* Source data:
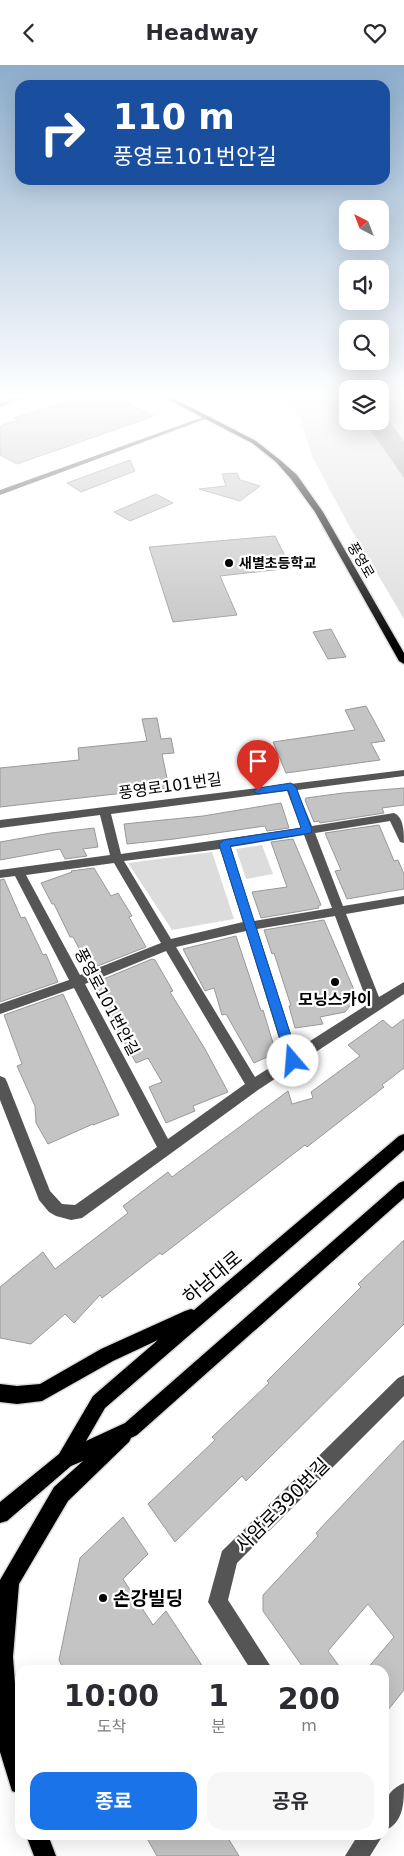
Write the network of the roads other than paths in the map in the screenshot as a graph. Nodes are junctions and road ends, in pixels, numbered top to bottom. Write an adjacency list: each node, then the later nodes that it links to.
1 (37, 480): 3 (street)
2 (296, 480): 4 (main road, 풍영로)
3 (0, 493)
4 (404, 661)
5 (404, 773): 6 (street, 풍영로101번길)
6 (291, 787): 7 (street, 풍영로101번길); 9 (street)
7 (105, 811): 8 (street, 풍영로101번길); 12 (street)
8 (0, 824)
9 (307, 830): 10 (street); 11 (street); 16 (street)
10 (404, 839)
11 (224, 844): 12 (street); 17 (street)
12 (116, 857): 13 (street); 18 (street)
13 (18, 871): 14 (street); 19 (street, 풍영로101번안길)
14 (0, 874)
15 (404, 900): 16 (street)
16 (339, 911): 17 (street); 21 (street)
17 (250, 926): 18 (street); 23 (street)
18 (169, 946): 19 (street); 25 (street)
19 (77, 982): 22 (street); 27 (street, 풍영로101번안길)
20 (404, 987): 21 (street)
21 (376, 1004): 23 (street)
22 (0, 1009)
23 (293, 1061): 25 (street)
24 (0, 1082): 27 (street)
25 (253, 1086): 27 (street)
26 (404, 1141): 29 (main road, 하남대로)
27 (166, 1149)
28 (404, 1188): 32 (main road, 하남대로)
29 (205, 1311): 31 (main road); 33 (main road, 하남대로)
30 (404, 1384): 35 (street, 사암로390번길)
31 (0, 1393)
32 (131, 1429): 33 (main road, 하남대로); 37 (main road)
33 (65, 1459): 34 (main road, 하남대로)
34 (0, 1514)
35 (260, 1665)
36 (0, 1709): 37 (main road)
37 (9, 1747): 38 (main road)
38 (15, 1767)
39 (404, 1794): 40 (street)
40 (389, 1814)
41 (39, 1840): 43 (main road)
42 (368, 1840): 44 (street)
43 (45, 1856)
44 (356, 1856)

* Brief: What lines in the entries above include the string "road"? Return each one.

* Result:
Write the network of the roads other than paths in the map in the screenshot as a graph. Nodes are junctions and road ends, in pixels, numbered top to bottom. Write an adjacency list: each node, then the later nodes that it links to.
2 (296, 480): 4 (main road, 풍영로)
26 (404, 1141): 29 (main road, 하남대로)
28 (404, 1188): 32 (main road, 하남대로)
29 (205, 1311): 31 (main road); 33 (main road, 하남대로)
32 (131, 1429): 33 (main road, 하남대로); 37 (main road)
33 (65, 1459): 34 (main road, 하남대로)
36 (0, 1709): 37 (main road)
37 (9, 1747): 38 (main road)
41 (39, 1840): 43 (main road)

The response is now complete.